Monday, June 05, 2006
'Help! My Culture is Evil!' posted by Richard Seymour
The slapstick productions of Hirsi Ali and Irshad Manji are generating some critical scrutiny in some of the liberal press. Today, Brian Whitaker has one of the most interesting articles I've yet seen in the media. It also links to a lengthy essay in The Nation, which might be useful if you're not familiar with the background of these two people. However, I think Whitaker hits on the most important aspect of this, which is not that two rather opportunistic individuals have taken advantage of the climate of rancorous Islamophobia in the West - it is, obviously enough, the function they fulfil for those who wish to formally disavow their racism:Editors and TV producers love 'em. Their strident views make for entertaining television and, of course, the things they say are generally what the US public wants to hear. The trouble is, their approach is so simplistic and confrontational and so insensitive towards the culture they are trying to change that it does more harm than good. Among ordinary Muslims - the people they are supposedly seeking to help - their credibility is virtually zero.

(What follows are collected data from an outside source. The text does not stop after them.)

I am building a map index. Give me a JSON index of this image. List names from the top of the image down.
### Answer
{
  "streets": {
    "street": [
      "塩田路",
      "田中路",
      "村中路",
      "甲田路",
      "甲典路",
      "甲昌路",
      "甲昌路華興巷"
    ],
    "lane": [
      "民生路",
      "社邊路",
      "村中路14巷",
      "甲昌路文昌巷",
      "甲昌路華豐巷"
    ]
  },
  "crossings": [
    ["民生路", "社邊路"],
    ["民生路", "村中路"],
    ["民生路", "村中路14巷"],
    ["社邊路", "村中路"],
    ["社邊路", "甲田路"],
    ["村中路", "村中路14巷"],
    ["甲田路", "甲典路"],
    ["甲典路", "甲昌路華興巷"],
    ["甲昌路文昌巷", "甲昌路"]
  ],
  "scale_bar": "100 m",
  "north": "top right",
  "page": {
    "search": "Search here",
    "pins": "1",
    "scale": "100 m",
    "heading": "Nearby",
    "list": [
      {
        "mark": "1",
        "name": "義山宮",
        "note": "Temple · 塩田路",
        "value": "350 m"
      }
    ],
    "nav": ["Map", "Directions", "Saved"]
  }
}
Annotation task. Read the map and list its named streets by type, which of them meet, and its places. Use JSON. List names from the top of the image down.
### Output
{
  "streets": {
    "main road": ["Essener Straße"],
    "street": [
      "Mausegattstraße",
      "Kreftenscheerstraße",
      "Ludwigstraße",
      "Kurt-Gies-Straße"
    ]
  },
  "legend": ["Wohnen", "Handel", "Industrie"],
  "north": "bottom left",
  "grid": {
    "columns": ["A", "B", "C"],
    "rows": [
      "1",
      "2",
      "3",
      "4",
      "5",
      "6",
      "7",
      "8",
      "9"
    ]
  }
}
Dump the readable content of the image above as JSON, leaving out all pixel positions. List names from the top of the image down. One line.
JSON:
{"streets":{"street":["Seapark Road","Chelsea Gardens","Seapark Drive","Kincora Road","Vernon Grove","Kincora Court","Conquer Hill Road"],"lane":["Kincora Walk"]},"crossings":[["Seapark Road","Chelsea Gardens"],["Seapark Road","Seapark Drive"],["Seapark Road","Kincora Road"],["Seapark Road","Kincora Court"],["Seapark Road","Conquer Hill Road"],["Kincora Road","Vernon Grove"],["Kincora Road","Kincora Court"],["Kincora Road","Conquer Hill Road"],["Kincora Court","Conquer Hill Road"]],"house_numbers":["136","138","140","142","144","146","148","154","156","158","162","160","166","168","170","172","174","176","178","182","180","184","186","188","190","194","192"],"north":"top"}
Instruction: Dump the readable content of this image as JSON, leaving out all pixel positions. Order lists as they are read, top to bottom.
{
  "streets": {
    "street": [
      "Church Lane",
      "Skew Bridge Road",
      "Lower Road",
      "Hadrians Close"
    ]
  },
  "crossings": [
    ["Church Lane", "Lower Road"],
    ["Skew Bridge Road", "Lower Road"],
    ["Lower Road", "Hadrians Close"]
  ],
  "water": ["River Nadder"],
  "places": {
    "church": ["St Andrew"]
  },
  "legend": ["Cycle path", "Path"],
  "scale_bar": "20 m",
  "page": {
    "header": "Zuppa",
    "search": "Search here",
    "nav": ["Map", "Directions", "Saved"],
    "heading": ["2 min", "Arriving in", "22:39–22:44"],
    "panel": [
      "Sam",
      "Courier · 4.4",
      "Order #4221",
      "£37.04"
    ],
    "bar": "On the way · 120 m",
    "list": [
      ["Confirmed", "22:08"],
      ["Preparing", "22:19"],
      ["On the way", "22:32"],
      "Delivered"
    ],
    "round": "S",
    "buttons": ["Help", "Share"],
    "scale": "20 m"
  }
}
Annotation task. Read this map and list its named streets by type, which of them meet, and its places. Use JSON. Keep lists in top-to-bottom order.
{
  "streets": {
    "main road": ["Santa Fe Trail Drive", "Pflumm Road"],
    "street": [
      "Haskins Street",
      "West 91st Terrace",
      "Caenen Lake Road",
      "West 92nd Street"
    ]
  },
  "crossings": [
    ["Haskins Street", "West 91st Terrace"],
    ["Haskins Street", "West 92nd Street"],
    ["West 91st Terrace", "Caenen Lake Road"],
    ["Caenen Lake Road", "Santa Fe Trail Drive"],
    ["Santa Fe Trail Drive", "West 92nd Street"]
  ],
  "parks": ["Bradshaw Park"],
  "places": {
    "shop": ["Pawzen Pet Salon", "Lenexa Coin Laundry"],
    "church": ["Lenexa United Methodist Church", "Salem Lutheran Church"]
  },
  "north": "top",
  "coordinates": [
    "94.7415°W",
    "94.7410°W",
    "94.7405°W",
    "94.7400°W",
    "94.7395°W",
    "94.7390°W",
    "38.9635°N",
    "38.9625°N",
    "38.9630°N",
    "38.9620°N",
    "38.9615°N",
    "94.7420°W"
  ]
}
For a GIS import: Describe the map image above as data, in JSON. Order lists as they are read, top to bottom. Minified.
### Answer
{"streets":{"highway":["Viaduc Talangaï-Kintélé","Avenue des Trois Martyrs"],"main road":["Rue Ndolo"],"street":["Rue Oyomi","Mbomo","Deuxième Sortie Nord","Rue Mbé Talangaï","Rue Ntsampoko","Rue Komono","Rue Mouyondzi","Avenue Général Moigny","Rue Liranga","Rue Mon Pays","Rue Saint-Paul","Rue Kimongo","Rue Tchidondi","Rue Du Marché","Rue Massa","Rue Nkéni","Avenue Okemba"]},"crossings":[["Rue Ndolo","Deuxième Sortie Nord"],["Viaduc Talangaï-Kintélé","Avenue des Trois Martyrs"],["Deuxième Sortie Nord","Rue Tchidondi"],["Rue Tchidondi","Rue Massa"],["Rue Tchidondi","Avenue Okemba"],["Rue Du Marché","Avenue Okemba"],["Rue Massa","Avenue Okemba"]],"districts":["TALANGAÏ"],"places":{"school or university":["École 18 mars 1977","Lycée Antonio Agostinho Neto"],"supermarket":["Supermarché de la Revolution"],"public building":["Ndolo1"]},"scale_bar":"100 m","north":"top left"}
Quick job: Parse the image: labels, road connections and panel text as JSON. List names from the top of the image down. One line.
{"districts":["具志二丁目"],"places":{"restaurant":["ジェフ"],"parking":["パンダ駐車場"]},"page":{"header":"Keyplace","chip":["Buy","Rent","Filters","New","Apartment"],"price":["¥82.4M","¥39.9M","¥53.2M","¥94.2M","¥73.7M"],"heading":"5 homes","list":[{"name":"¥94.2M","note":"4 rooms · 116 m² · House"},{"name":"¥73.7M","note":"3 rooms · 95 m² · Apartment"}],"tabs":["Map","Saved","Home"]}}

In the academic world, people like Hirsi Ali and Manji are known as "native informants", though Issandr el-Amrani of the Arabist blog has another term for them: "courageous reformist Arab personalities (CRAP).
Being a CRAP is quite lucrative - Manji reportedly charges $7,500 (£4,000)an hour for giving a talk. If you fancy joining them, there's a bit of advice here on how to do it. From a media point of view, it helps if you're a woman. And the latest female addition to the CRAP stable is Wafa Sultan, an ex-Syrian who shot to prominence as a result of some shrill remarks on al-Jazeera television that were then brought to an American audience via Memri.
The native informant, (an old colonial anthropological term recently inserted into Spivak's philosophical matrix) used to be the colonial elite. Unsurprisingly today, that role is fulfilled by such people as Fouad Ajami and Amir Taheri. Yet, if normative strategy of imperialism is to appropriate the language of liberation struggle, to pretend that Nato, rather than RAWA, are the agents of womens' liberation, then Manji and Hirsi Ali will do quite nicely.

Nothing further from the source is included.